=== Records for processing ===
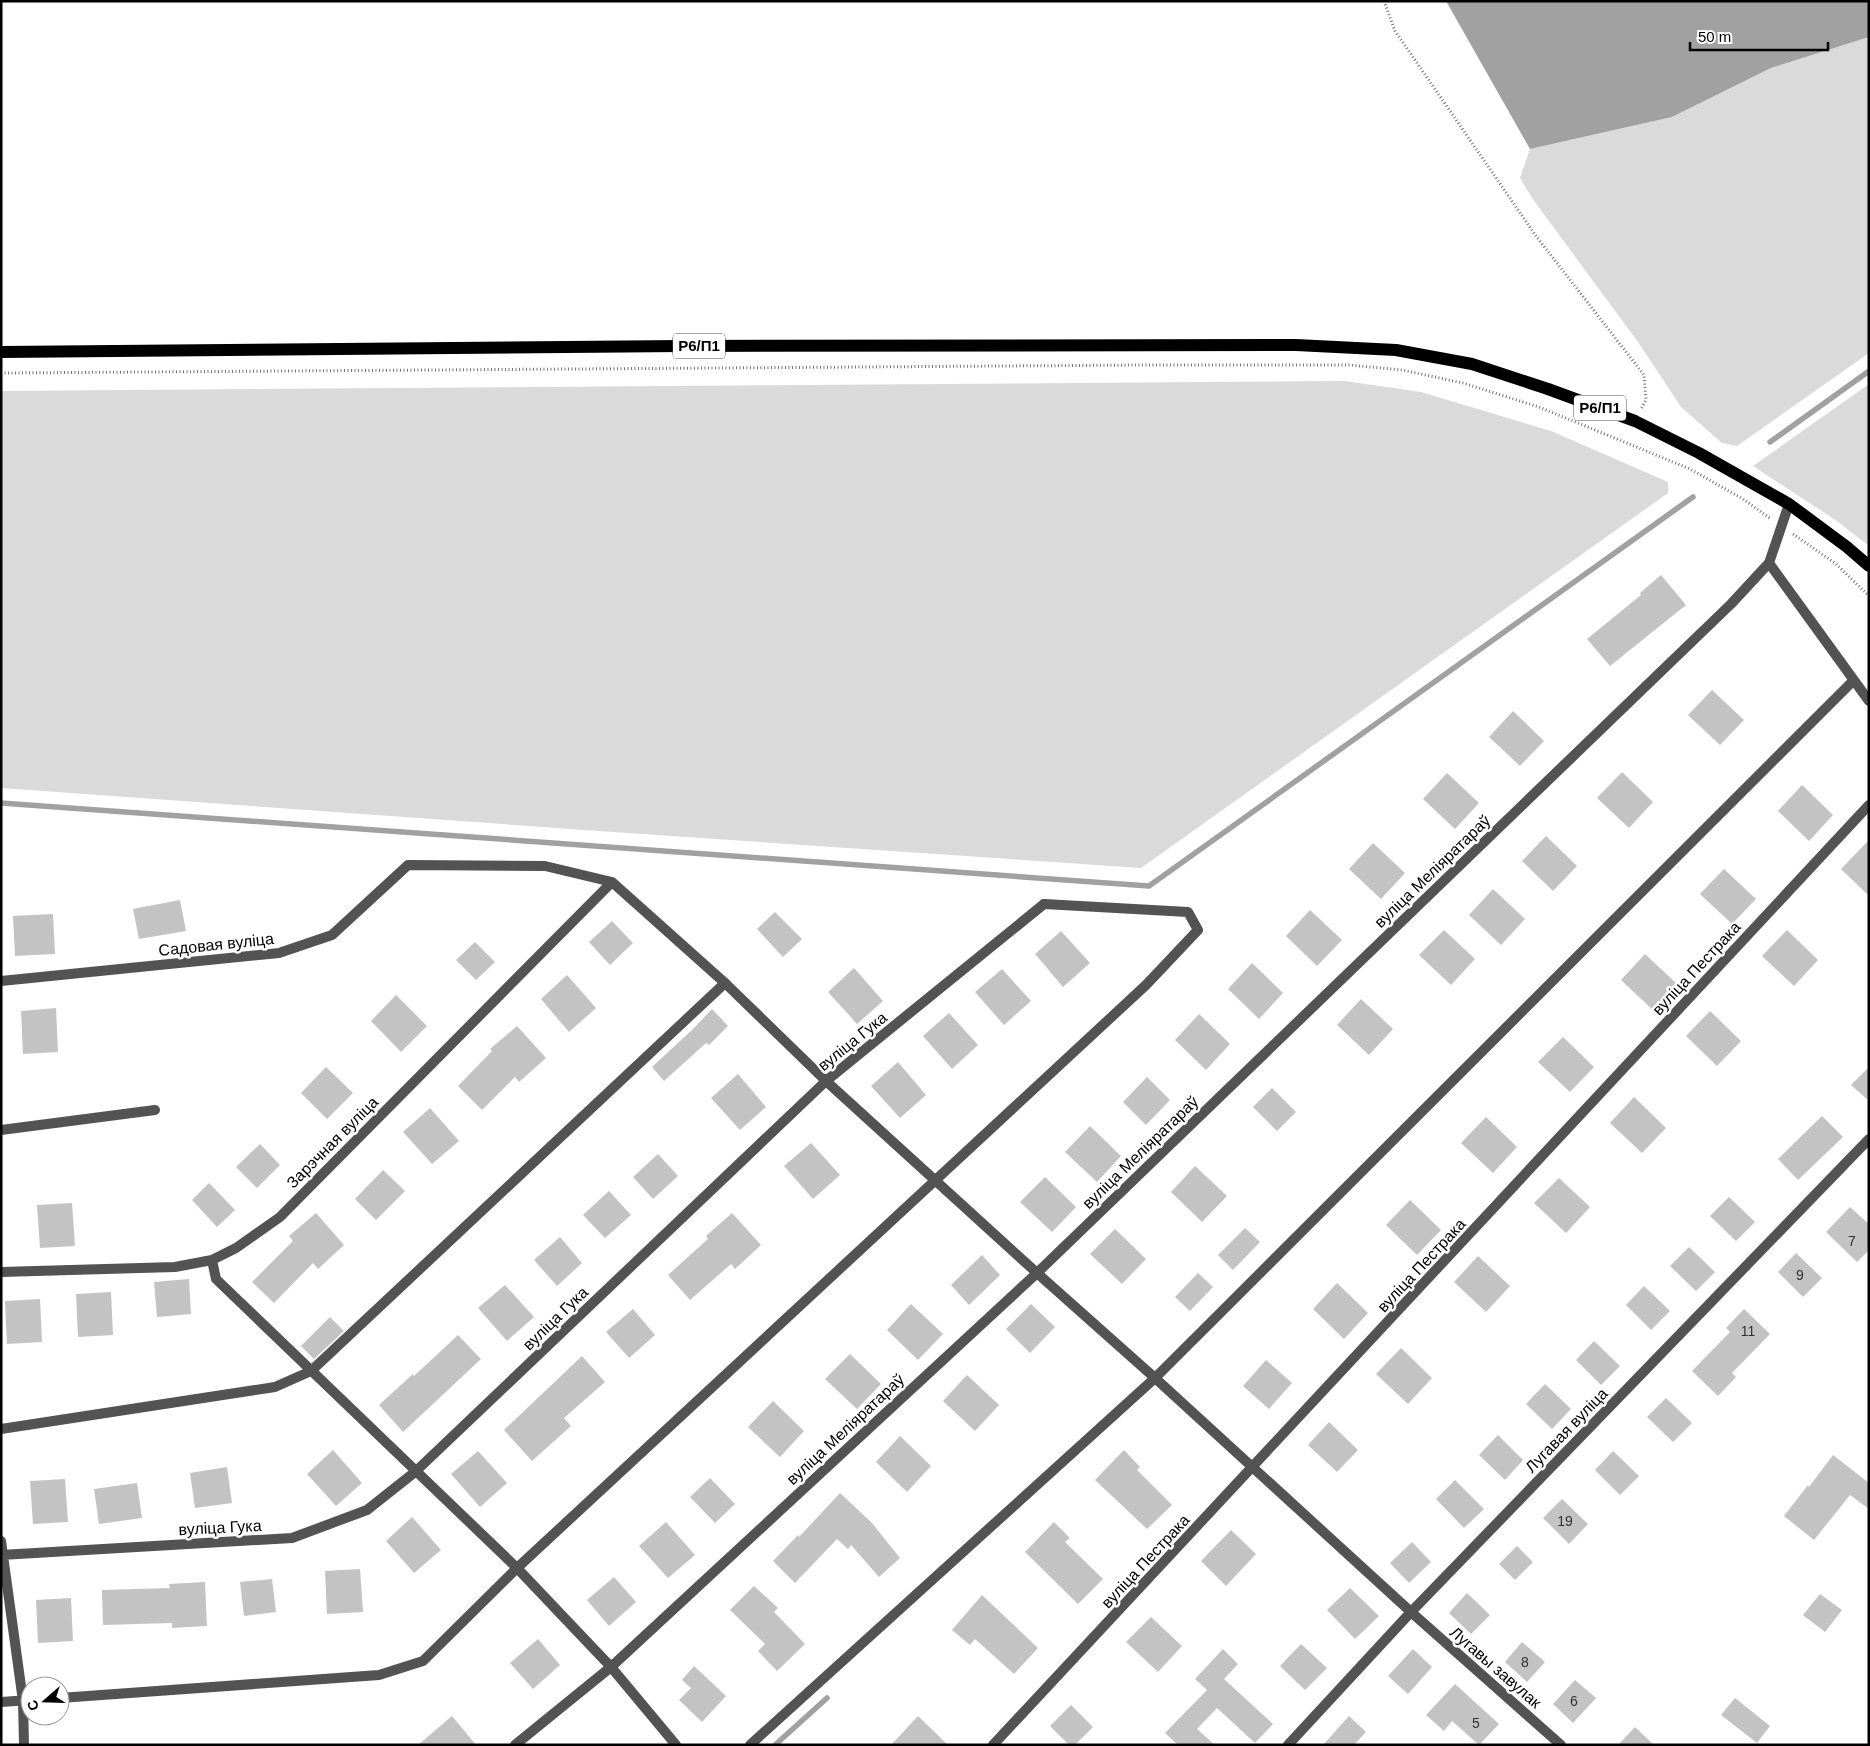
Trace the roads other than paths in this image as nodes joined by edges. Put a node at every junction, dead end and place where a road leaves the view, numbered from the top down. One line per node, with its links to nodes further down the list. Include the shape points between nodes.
1 (1, 352): 2 (main road, Р6/П1, via 1296,344 1396,350 1472,364 1636,421)
2 (1789, 504): 3 (street); 4 (main road, Р6/П1)
3 (1769, 563): 5 (street); 18 (street, вуліца Меліяратараў, via 1731,604)
4 (1869, 566)
5 (1854, 681): 6 (street); 20 (street)
6 (1869, 701)
7 (1869, 805): 22 (street, вуліца Пестрака)
8 (612, 882): 9 (street, Садовая вуліца, via 545,866 408,864 332,935 279,953); 10 (street, Лугавы завулак); 16 (street, Зарэчная вуліца, via 280,1217 236,1248)
9 (1, 981)
10 (725, 982): 11 (street, Лугавы завулак); 19 (street)
11 (826, 1081): 15 (street, Лугавы завулак); 15 (street, вуліца Гука, via 1044,904 1188,912 1198,930 1146,984); 23 (street, вуліца Гука)
12 (155, 1110): 13 (street)
13 (1, 1130)
14 (1869, 1139): 27 (street, Лугавая вуліца)
15 (935, 1179): 18 (street, Лугавы завулак); 26 (street)
16 (212, 1260): 17 (street, Зарэчная вуліца, via 175,1267); 19 (street, via 216,1279)
17 (1, 1272)
18 (1036, 1273): 20 (street, Лугавы завулак); 28 (street, вуліца Меліяратараў)
19 (311, 1371): 21 (street, via 274,1387); 23 (street)
20 (1155, 1378): 22 (street, Лугавы завулак); 37 (street)
21 (1, 1429)
22 (1253, 1467): 27 (street, Лугавы завулак); 38 (street, вуліца Пестрака)
23 (416, 1472): 25 (street, вуліца Гука, via 367,1510 292,1538); 26 (street)
24 (1, 1541): 25 (street)
25 (2, 1555): 29 (street)
26 (517, 1568): 28 (street); 30 (street, via 423,1661 379,1675)
27 (1411, 1612): 39 (street, Лугавая вуліца); 40 (street, Лугавы завулак)
28 (611, 1667): 35 (street, вуліца Меліяратараў); 36 (street)
29 (22, 1676)
30 (70, 1697)
31 (20, 1700): 32 (street)
32 (1, 1702)
33 (25, 1726): 34 (street)
34 (24, 1745)
35 (515, 1745)
36 (676, 1745)
37 (750, 1745)
38 (993, 1745)
39 (1288, 1745)
40 (1561, 1745)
===
=== Work instructions ===
Within the entries above, report how many lines include "завулак", and keep the answer to the number.

=== Answer for the task ===
8